TASK TO COMPLETE »
Locate every line in the records below that holds the word "main" and return each one.

DATA TO USE »
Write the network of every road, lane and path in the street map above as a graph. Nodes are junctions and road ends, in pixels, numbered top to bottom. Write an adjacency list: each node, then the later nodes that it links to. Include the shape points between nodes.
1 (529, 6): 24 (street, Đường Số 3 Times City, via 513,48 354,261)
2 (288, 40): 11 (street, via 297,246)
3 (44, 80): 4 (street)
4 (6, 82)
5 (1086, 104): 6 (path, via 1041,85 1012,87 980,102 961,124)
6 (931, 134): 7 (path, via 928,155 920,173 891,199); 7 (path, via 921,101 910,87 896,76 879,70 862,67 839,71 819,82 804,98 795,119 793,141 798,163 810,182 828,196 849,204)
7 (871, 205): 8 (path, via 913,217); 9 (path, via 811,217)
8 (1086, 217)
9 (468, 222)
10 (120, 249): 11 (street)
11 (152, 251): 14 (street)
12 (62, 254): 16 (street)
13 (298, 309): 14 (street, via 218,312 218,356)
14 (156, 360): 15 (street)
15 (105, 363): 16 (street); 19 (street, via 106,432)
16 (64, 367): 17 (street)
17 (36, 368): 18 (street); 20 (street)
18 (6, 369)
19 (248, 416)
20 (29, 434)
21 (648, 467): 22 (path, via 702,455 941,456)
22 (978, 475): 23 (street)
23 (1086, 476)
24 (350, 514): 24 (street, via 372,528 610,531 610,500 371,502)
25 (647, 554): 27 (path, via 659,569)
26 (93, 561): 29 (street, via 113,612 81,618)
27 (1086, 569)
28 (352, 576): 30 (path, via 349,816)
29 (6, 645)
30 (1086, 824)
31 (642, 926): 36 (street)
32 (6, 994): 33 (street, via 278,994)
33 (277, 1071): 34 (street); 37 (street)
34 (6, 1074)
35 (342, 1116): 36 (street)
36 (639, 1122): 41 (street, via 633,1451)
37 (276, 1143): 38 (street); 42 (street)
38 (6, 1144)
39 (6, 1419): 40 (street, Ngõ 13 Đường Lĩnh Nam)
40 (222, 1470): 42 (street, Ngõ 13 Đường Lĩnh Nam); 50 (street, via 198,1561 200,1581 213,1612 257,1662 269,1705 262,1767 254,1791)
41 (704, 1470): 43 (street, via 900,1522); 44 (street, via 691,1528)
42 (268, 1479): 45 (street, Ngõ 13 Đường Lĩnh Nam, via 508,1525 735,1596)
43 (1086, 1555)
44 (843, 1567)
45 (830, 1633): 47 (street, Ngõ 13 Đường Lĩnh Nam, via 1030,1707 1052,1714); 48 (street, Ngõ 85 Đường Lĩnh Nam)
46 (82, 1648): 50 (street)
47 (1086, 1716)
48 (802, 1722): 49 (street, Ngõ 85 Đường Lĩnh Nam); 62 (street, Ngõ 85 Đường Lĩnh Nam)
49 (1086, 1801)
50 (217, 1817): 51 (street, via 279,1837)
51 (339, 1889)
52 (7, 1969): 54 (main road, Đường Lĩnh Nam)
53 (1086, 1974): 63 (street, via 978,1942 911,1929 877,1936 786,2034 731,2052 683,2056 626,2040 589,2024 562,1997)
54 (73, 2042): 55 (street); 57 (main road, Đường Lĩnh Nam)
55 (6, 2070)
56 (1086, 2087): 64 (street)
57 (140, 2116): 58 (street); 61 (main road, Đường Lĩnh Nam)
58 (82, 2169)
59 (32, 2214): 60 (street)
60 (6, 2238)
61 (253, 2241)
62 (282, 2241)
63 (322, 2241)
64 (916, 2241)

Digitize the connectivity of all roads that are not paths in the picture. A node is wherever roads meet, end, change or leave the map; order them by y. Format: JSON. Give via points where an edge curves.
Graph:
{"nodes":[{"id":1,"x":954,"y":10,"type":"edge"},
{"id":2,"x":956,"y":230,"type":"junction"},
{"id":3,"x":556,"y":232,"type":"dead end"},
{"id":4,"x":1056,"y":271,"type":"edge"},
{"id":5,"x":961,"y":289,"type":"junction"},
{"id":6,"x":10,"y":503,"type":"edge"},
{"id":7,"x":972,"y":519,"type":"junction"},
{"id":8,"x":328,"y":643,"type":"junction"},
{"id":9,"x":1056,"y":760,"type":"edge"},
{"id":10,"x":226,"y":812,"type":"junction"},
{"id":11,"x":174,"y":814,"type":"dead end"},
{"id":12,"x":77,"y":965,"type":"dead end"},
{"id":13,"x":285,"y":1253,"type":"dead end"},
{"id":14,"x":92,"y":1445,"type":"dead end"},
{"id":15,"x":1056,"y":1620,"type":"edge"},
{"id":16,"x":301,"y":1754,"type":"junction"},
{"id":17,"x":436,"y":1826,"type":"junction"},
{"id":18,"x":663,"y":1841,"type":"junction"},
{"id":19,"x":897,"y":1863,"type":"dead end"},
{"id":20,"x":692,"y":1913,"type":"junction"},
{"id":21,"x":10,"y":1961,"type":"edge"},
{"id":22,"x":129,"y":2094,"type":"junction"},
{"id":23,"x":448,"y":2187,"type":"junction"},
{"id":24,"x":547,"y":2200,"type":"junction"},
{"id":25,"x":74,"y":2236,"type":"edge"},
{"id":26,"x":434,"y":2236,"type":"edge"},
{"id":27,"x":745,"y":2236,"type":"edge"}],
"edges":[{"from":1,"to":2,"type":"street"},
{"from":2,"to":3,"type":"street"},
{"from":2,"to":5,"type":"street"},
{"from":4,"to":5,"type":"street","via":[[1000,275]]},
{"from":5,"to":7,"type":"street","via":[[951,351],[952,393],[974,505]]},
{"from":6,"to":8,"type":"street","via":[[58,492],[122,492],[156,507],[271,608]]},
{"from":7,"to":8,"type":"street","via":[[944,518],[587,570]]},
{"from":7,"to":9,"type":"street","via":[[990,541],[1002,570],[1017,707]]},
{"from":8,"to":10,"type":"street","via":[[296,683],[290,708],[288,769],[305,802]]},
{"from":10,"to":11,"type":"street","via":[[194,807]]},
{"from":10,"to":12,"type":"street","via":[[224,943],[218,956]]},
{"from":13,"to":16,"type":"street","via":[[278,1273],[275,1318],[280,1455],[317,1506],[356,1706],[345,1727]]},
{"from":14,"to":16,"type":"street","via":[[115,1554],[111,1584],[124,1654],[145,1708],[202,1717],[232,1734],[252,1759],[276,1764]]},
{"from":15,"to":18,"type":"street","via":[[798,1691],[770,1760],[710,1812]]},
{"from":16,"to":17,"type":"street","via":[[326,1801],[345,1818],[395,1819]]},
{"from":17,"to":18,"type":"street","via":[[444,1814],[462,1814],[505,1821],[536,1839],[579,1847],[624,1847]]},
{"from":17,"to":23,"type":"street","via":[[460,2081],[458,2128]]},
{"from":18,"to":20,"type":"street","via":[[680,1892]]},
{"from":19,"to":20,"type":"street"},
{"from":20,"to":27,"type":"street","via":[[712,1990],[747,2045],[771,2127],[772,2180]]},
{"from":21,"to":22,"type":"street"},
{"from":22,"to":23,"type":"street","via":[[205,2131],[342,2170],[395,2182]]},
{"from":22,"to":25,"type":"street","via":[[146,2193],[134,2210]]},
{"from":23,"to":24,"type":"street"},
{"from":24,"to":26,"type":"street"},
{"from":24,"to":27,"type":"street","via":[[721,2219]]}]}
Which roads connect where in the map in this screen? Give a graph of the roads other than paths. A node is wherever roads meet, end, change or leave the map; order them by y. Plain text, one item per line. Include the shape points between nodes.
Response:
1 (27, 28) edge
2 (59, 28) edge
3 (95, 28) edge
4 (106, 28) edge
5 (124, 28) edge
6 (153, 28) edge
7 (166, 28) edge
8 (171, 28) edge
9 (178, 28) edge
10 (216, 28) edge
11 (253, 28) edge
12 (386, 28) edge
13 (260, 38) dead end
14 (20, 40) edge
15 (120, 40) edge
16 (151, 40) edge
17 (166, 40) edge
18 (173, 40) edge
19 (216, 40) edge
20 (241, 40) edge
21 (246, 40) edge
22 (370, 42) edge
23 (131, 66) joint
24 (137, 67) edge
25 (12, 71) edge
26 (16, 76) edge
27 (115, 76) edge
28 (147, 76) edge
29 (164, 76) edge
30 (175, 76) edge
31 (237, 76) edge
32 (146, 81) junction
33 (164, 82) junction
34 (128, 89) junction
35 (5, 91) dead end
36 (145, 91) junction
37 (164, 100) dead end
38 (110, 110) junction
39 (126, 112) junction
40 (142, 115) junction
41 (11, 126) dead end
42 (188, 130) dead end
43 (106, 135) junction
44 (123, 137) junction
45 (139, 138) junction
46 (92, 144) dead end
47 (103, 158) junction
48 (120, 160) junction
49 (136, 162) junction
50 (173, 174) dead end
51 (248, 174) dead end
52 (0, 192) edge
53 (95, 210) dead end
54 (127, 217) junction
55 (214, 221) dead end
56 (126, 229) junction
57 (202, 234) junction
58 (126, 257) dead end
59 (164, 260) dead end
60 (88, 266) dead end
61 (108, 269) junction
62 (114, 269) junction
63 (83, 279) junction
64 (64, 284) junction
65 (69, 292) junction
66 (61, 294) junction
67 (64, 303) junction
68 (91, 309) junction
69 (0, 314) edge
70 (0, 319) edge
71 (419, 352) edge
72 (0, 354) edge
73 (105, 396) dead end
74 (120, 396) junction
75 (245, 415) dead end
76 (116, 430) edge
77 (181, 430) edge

RESULT »
52 (7, 1969): 54 (main road, Đường Lĩnh Nam)
54 (73, 2042): 55 (street); 57 (main road, Đường Lĩnh Nam)
57 (140, 2116): 58 (street); 61 (main road, Đường Lĩnh Nam)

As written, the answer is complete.